HIV/AIDS Research and Treatment

Open journal

ISSN 2377-8377

It’s Time to Examine the Impact of Genetic Susceptibility on the Incidence of Diabetes among HIV-Infected Individuals

Kyle J. Gaulton and Glen N. Gaulton*

Glen N. Gaulton, PhD

Department of Pathology and Laboratory Medicine Center for Global Health University of Pennsylvania Philadelphia, PA 19104, USA; E-mail: gaulton@mail.med.upenn.edu

The remarkable advances in application of anti-retroviral therapy (ART) to treat HIV infection has had a profound impact on the HIV epidemic as well as improved the quality and longevity of life for those who receive such treatment. Nonetheless, as individuals receiving ART live longer, they may develop chronic non-communicable disease at an increased incidence and/or severity when compared to non-infected and/or untreated individuals. Prime examples of this include cardiovascular and neurological disease, as well as metabolic syndrome and diabetes mellitus. Whether these growing disease burdens are identical in origin and outcome to disease in uninfected individuals, and whether ART impacts disease incidence and severity in addition to limiting HIV infection is often poorly distinguished.

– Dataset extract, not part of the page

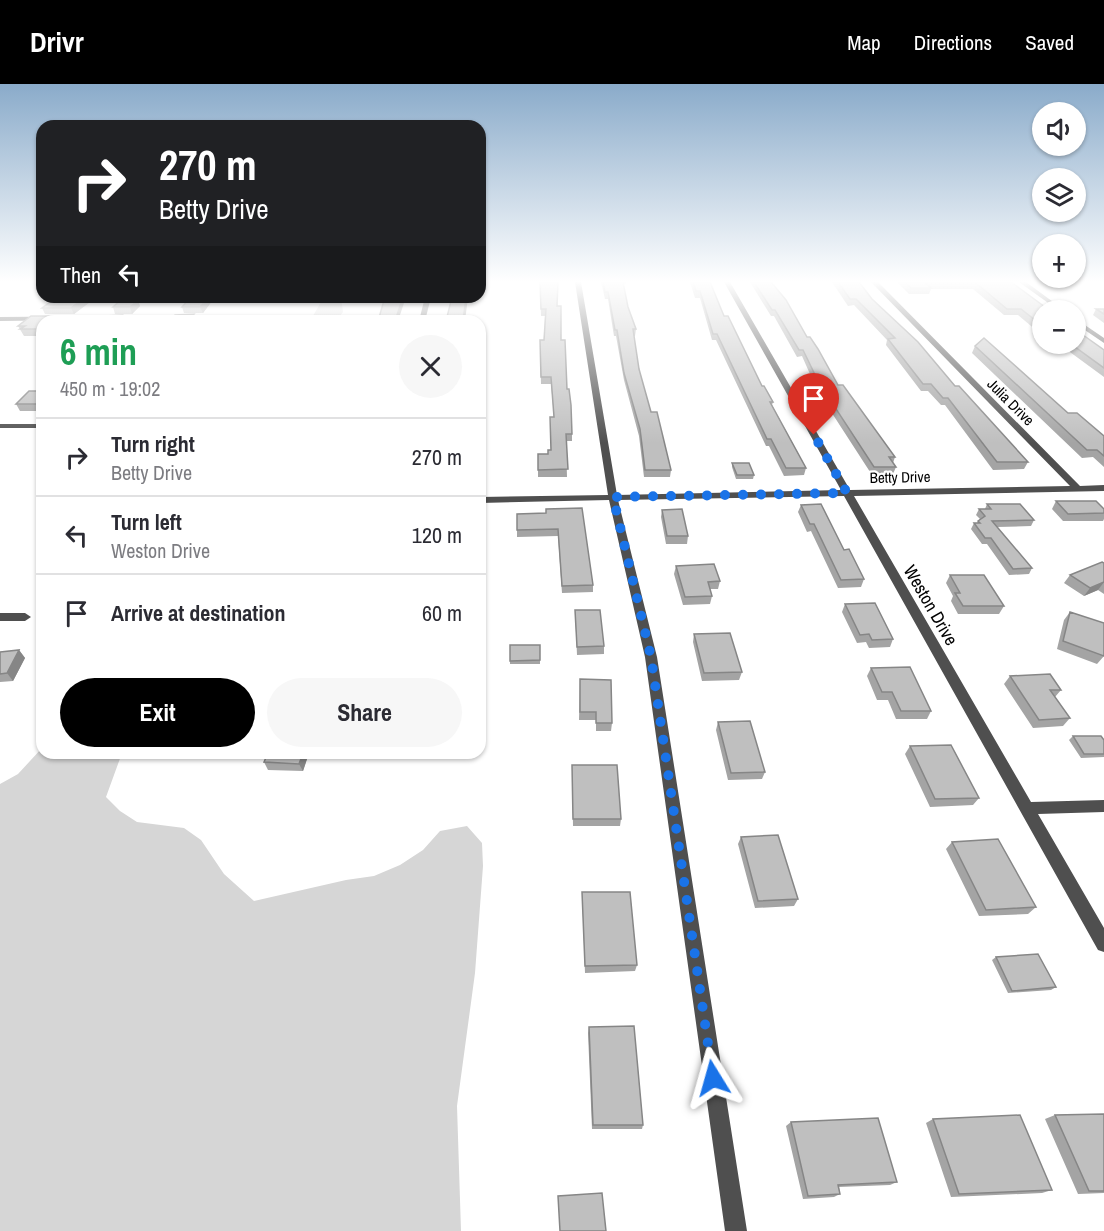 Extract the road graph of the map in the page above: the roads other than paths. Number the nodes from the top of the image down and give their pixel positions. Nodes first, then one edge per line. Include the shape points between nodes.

The data on type 2 diabetes mellitus (T2DM) provides a welcome case in point for this discussion.

There is now a wealth of data documenting the increased incidence of T2DM in HIVinfected subjects under ART. While the range of this increase varies by study population, location, and drug therapy, the most comprehensive studies typically show an increase of 2.25- 4.7 fold in the incidence of T2DM in HIV positive subjects on ART at four years after diagnosis and treatment.1,2 Related studies have more recently tied these effects to an increase in the prevalence of dyslipidemia and metabolic syndrome,3,4 to elevated BMI and hypertension as opposed to the level of HIV or CD4 count,5 and lastly to an increase in the rate of death from the complications of diabetes.6

While the impact of HIV infection on T2DM in the absence of ART remains in debate,7 there is ample evidence that various protease inhibitors used for ART cause insulin resistance independent of increases in visceral adipose tissue or lipid and lipoprotein levels.8 Thus, multiple factors likely bear on the increase in T2DM seen in HIV infected subjects, especially when undergoing ART. Diabetes mellitus is a complex disease, and risk factors such as family history, genetics, obesity, race/ethnicity, age, and dyslipidemia are all poorly understood in HIV-infected individuals. However, remarkable insights into the genetic factors that foster predisposition to T2DM are rapidly emerging.9 These observations illustrate that risk of T2DM is mediated by hundreds of genetic factors, the majority of which commonly occur in the general population.

Although using genetic factors to predict individual risk of T2DM is a challenge, these findings have revealed new genes and processes involved in disease pathogenesis. For example, T2DM variants affect the activity of the melatonin receptor gene that functions in circadian regulation of glucose homeostasis.10 Many T2DM genetic factors—such as TCF7L2—cause defects in insulin secretion and alter pancreatic islet function, other factors—such as PPARG and FTO—contribute to insulin resistance,11 and additional factors influence BMI and dyslipidemia.12 Collectively these genes have profoundly informed the underlying causes of T2DM.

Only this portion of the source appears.